[PROVIDED DATA Boundary: Start]
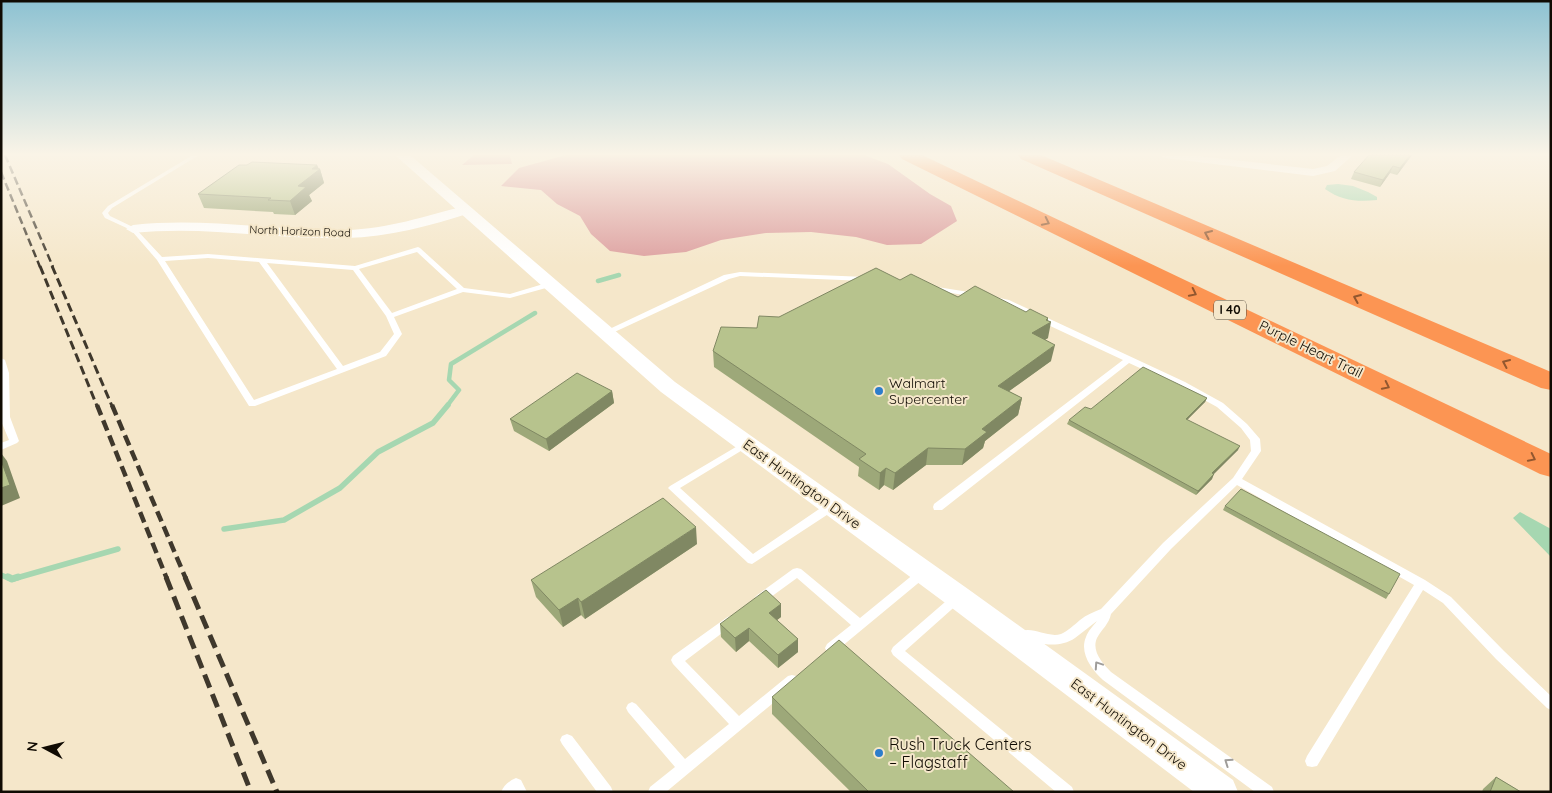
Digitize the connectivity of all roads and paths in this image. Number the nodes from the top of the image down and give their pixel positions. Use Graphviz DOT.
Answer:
graph roads {
  1 [pos="135,192"];
  2 [pos="444,192"];
  3 [pos="984,192"];
  4 [pos="1112,192"];
  5 [pos="465,210"];
  6 [pos="133,230"];
  7 [pos="160,259"];
  8 [pos="261,260"];
  9 [pos="355,268"];
  10 [pos="879,279"];
  11 [pos="550,284"];
  12 [pos="926,287"];
  13 [pos="462,290"];
  14 [pos="390,316"];
  15 [pos="604,333"];
  16 [pos="1129,359"];
  17 [pos="1,360"];
  18 [pos="341,368"];
  19 [pos="1551,382"];
  20 [pos="3,418"];
  21 [pos="746,444"];
  22 [pos="1,446"];
  23 [pos="1551,467"];
  24 [pos="1236,480"];
  25 [pos="832,506"];
  26 [pos="938,507"];
  27 [pos="924,572"];
  28 [pos="1421,583"];
  29 [pos="958,597"];
  30 [pos="1105,612"];
  31 [pos="860,625"];
  32 [pos="822,656"];
  33 [pos="799,674"];
  34 [pos="1551,704"];
  35 [pos="632,708"];
  36 [pos="738,724"];
  37 [pos="567,740"];
  38 [pos="1312,761"];
  39 [pos="685,768"];
  40 [pos="1208,788"];
  41 [pos="508,792"];
  42 [pos="520,792"];
  43 [pos="606,792"];
  44 [pos="655,792"];
  45 [pos="1068,792"];
  46 [pos="1266,792"];
  1 -- 6 [label="lane"];
  2 -- 5 [label="street, East Huntington Drive"];
  3 -- 23 [label="highway, Purple Heart Trail / I 40, one-way"];
  19 -- 4 [label="highway, one-way"];
  5 -- 6 [label="street, North Horizon Road"];
  5 -- 11 [label="street, East Huntington Drive"];
  6 -- 7 [label="lane"];
  7 -- 8 [label="lane"];
  7 -- 18 [label="lane"];
  8 -- 9 [label="lane"];
  8 -- 18 [label="lane"];
  9 -- 13 [label="lane"];
  9 -- 14 [label="lane"];
  10 -- 15 [label="lane"];
  11 -- 13 [label="lane"];
  11 -- 15 [label="street, East Huntington Drive"];
  12 -- 16 [label="lane"];
  13 -- 14 [label="lane"];
  14 -- 18 [label="lane"];
  15 -- 21 [label="street, East Huntington Drive"];
  16 -- 24 [label="lane"];
  16 -- 26 [label="lane"];
  17 -- 20 [label="lane"];
  20 -- 22 [label="lane"];
  21 -- 25 [label="street, East Huntington Drive"];
  21 -- 25 [label="lane"];
  24 -- 28 [label="lane"];
  24 -- 30 [label="lane"];
  25 -- 27 [label="street, East Huntington Drive"];
  27 -- 29 [label="street, East Huntington Drive"];
  27 -- 31 [label="lane"];
  28 -- 34 [label="lane"];
  28 -- 38 [label="lane"];
  29 -- 30 [label="lane"];
  29 -- 40 [label="street, East Huntington Drive"];
  29 -- 45 [label="lane"];
  46 -- 30 [label="lane, one-way"];
  31 -- 32 [label="lane"];
  31 -- 36 [label="lane"];
  33 -- 36 [label="lane"];
  35 -- 39 [label="lane"];
  36 -- 39 [label="lane"];
  37 -- 43 [label="lane"];
  39 -- 44 [label="lane"];
  41 -- 42 [label="lane"];
}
[PROVIDED DATA Boundary: End]
◆ ACTION ITEM:
Return every line shown above without changing a word, and skip the pictures.

◆ TASK ANSWER:
Digitize the connectivity of all roads and paths in this image. Number the nodes from the top of the image down and give their pixel positions. Use Graphviz DOT.
Answer:
graph roads {
  1 [pos="135,192"];
  2 [pos="444,192"];
  3 [pos="984,192"];
  4 [pos="1112,192"];
  5 [pos="465,210"];
  6 [pos="133,230"];
  7 [pos="160,259"];
  8 [pos="261,260"];
  9 [pos="355,268"];
  10 [pos="879,279"];
  11 [pos="550,284"];
  12 [pos="926,287"];
  13 [pos="462,290"];
  14 [pos="390,316"];
  15 [pos="604,333"];
  16 [pos="1129,359"];
  17 [pos="1,360"];
  18 [pos="341,368"];
  19 [pos="1551,382"];
  20 [pos="3,418"];
  21 [pos="746,444"];
  22 [pos="1,446"];
  23 [pos="1551,467"];
  24 [pos="1236,480"];
  25 [pos="832,506"];
  26 [pos="938,507"];
  27 [pos="924,572"];
  28 [pos="1421,583"];
  29 [pos="958,597"];
  30 [pos="1105,612"];
  31 [pos="860,625"];
  32 [pos="822,656"];
  33 [pos="799,674"];
  34 [pos="1551,704"];
  35 [pos="632,708"];
  36 [pos="738,724"];
  37 [pos="567,740"];
  38 [pos="1312,761"];
  39 [pos="685,768"];
  40 [pos="1208,788"];
  41 [pos="508,792"];
  42 [pos="520,792"];
  43 [pos="606,792"];
  44 [pos="655,792"];
  45 [pos="1068,792"];
  46 [pos="1266,792"];
  1 -- 6 [label="lane"];
  2 -- 5 [label="street, East Huntington Drive"];
  3 -- 23 [label="highway, Purple Heart Trail / I 40, one-way"];
  19 -- 4 [label="highway, one-way"];
  5 -- 6 [label="street, North Horizon Road"];
  5 -- 11 [label="street, East Huntington Drive"];
  6 -- 7 [label="lane"];
  7 -- 8 [label="lane"];
  7 -- 18 [label="lane"];
  8 -- 9 [label="lane"];
  8 -- 18 [label="lane"];
  9 -- 13 [label="lane"];
  9 -- 14 [label="lane"];
  10 -- 15 [label="lane"];
  11 -- 13 [label="lane"];
  11 -- 15 [label="street, East Huntington Drive"];
  12 -- 16 [label="lane"];
  13 -- 14 [label="lane"];
  14 -- 18 [label="lane"];
  15 -- 21 [label="street, East Huntington Drive"];
  16 -- 24 [label="lane"];
  16 -- 26 [label="lane"];
  17 -- 20 [label="lane"];
  20 -- 22 [label="lane"];
  21 -- 25 [label="street, East Huntington Drive"];
  21 -- 25 [label="lane"];
  24 -- 28 [label="lane"];
  24 -- 30 [label="lane"];
  25 -- 27 [label="street, East Huntington Drive"];
  27 -- 29 [label="street, East Huntington Drive"];
  27 -- 31 [label="lane"];
  28 -- 34 [label="lane"];
  28 -- 38 [label="lane"];
  29 -- 30 [label="lane"];
  29 -- 40 [label="street, East Huntington Drive"];
  29 -- 45 [label="lane"];
  46 -- 30 [label="lane, one-way"];
  31 -- 32 [label="lane"];
  31 -- 36 [label="lane"];
  33 -- 36 [label="lane"];
  35 -- 39 [label="lane"];
  36 -- 39 [label="lane"];
  37 -- 43 [label="lane"];
  39 -- 44 [label="lane"];
  41 -- 42 [label="lane"];
}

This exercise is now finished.